• [DIRECTIONS FOR THIS TASK]
Pictures in the data must not be copied, but everything else should be output exactly.

• [DATA SUPPLIED]
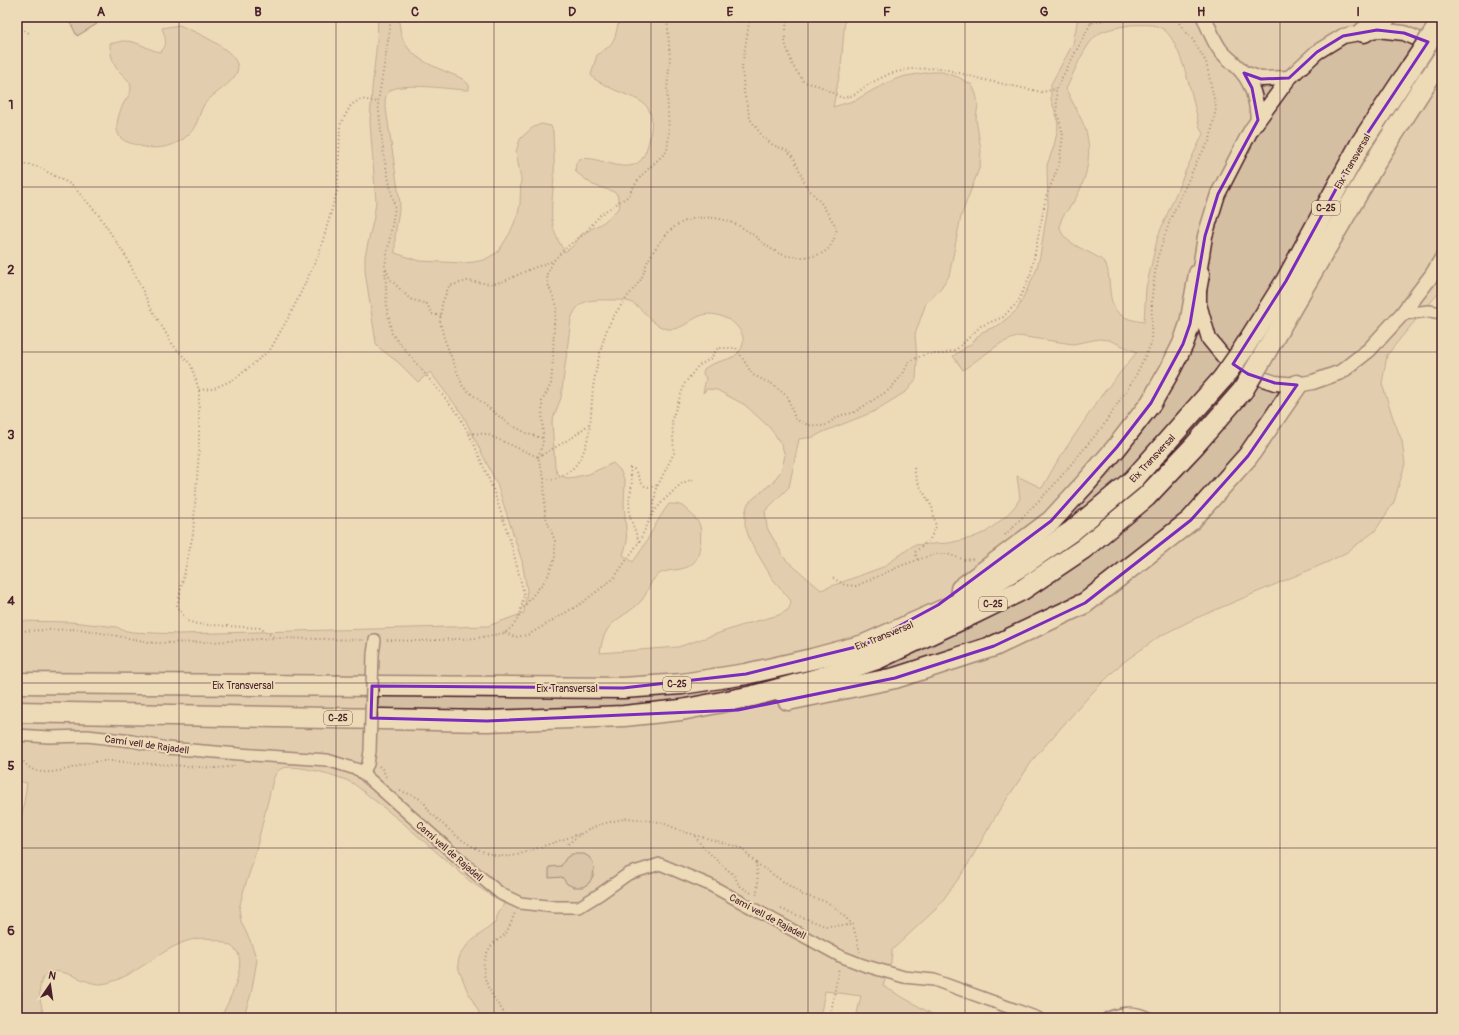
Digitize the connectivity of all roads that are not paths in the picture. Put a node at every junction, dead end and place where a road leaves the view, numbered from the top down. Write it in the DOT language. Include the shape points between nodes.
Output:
graph roads {
  1 [pos="1204,17"];
  2 [pos="1386,17"];
  3 [pos="1440,25"];
  4 [pos="1364,32"];
  5 [pos="1442,52"];
  6 [pos="1442,57"];
  7 [pos="1244,73"];
  8 [pos="1289,78"];
  9 [pos="1258,120"];
  10 [pos="1442,258"];
  11 [pos="1199,274"];
  12 [pos="1442,313"];
  13 [pos="1402,314"];
  14 [pos="1297,385"];
  15 [pos="375,640"];
  16 [pos="864,645"];
  17 [pos="17,683"];
  18 [pos="681,710"];
  19 [pos="17,712"];
  20 [pos="17,735"];
  21 [pos="365,768"];
  22 [pos="1038,1018"];
  23 [pos="1108,1018"];
  24 [pos="1148,1018"];
  1 -- 7 [label="street" via="1221,50"];
  2 -- 4 [label="highway"];
  3 -- 16 [label="highway, Eix Transversal / C-25, bridge" via="1361,143 1286,281 1242,351 1223,378 1133,480 1072,531 1020,567 959,603"];
  4 -- 5 [label="street" via="1377,30 1404,33 1432,44"];
  4 -- 8 [label="street" via="1343,36 1317,52"];
  6 -- 18 [label="highway, Eix Transversal / C-25, bridge" via="1382,151 1243,390 1146,497 1083,549 1022,590 975,614 878,658 810,681 753,696"];
  7 -- 8 [label="street" via="1262,80"];
  7 -- 9 [label="street" via="1252,88"];
  8 -- 9 [label="street"];
  9 -- 11 [label="street" via="1218,194 1205,236"];
  10 -- 13 [label="street"];
  11 -- 14 [label="street" via="1199,304 1209,339 1223,356 1248,374 1275,383"];
  11 -- 16 [label="highway" via="1190,324 1170,370 1150,403 1085,484 1051,521 970,582 938,605"];
  12 -- 13 [label="street" via="1429,311"];
  13 -- 14 [label="street" via="1369,350 1341,372"];
  14 -- 18 [label="highway" via="1248,456 1191,520 1085,603 994,646 895,678 738,710"];
  15 -- 21 [label="street, bridge" via="370,751"];
  16 -- 17 [label="highway, Eix Transversal / C-25" via="746,674 682,684 623,688"];
  18 -- 19 [label="highway, Eix Transversal / C-25" via="624,716 487,721"];
  20 -- 21 [label="street, Camí vell de Rajadell" via="87,736 167,748 327,760 359,770"];
  21 -- 22 [label="street, Camí vell de Rajadell" via="473,871 500,894 520,903 556,907 579,906 628,874 660,864 710,885 840,956 904,977 934,980"];
  23 -- 24 [label="street" via="1131,1012"];
}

• [WORKED SOLUTION]
Digitize the connectivity of all roads that are not paths in the picture. Put a node at every junction, dead end and place where a road leaves the view, numbered from the top down. Write it in the DOT language. Include the shape points between nodes.
Output:
graph roads {
  1 [pos="1204,17"];
  2 [pos="1386,17"];
  3 [pos="1440,25"];
  4 [pos="1364,32"];
  5 [pos="1442,52"];
  6 [pos="1442,57"];
  7 [pos="1244,73"];
  8 [pos="1289,78"];
  9 [pos="1258,120"];
  10 [pos="1442,258"];
  11 [pos="1199,274"];
  12 [pos="1442,313"];
  13 [pos="1402,314"];
  14 [pos="1297,385"];
  15 [pos="375,640"];
  16 [pos="864,645"];
  17 [pos="17,683"];
  18 [pos="681,710"];
  19 [pos="17,712"];
  20 [pos="17,735"];
  21 [pos="365,768"];
  22 [pos="1038,1018"];
  23 [pos="1108,1018"];
  24 [pos="1148,1018"];
  1 -- 7 [label="street" via="1221,50"];
  2 -- 4 [label="highway"];
  3 -- 16 [label="highway, Eix Transversal / C-25, bridge" via="1361,143 1286,281 1242,351 1223,378 1133,480 1072,531 1020,567 959,603"];
  4 -- 5 [label="street" via="1377,30 1404,33 1432,44"];
  4 -- 8 [label="street" via="1343,36 1317,52"];
  6 -- 18 [label="highway, Eix Transversal / C-25, bridge" via="1382,151 1243,390 1146,497 1083,549 1022,590 975,614 878,658 810,681 753,696"];
  7 -- 8 [label="street" via="1262,80"];
  7 -- 9 [label="street" via="1252,88"];
  8 -- 9 [label="street"];
  9 -- 11 [label="street" via="1218,194 1205,236"];
  10 -- 13 [label="street"];
  11 -- 14 [label="street" via="1199,304 1209,339 1223,356 1248,374 1275,383"];
  11 -- 16 [label="highway" via="1190,324 1170,370 1150,403 1085,484 1051,521 970,582 938,605"];
  12 -- 13 [label="street" via="1429,311"];
  13 -- 14 [label="street" via="1369,350 1341,372"];
  14 -- 18 [label="highway" via="1248,456 1191,520 1085,603 994,646 895,678 738,710"];
  15 -- 21 [label="street, bridge" via="370,751"];
  16 -- 17 [label="highway, Eix Transversal / C-25" via="746,674 682,684 623,688"];
  18 -- 19 [label="highway, Eix Transversal / C-25" via="624,716 487,721"];
  20 -- 21 [label="street, Camí vell de Rajadell" via="87,736 167,748 327,760 359,770"];
  21 -- 22 [label="street, Camí vell de Rajadell" via="473,871 500,894 520,903 556,907 579,906 628,874 660,864 710,885 840,956 904,977 934,980"];
  23 -- 24 [label="street" via="1131,1012"];
}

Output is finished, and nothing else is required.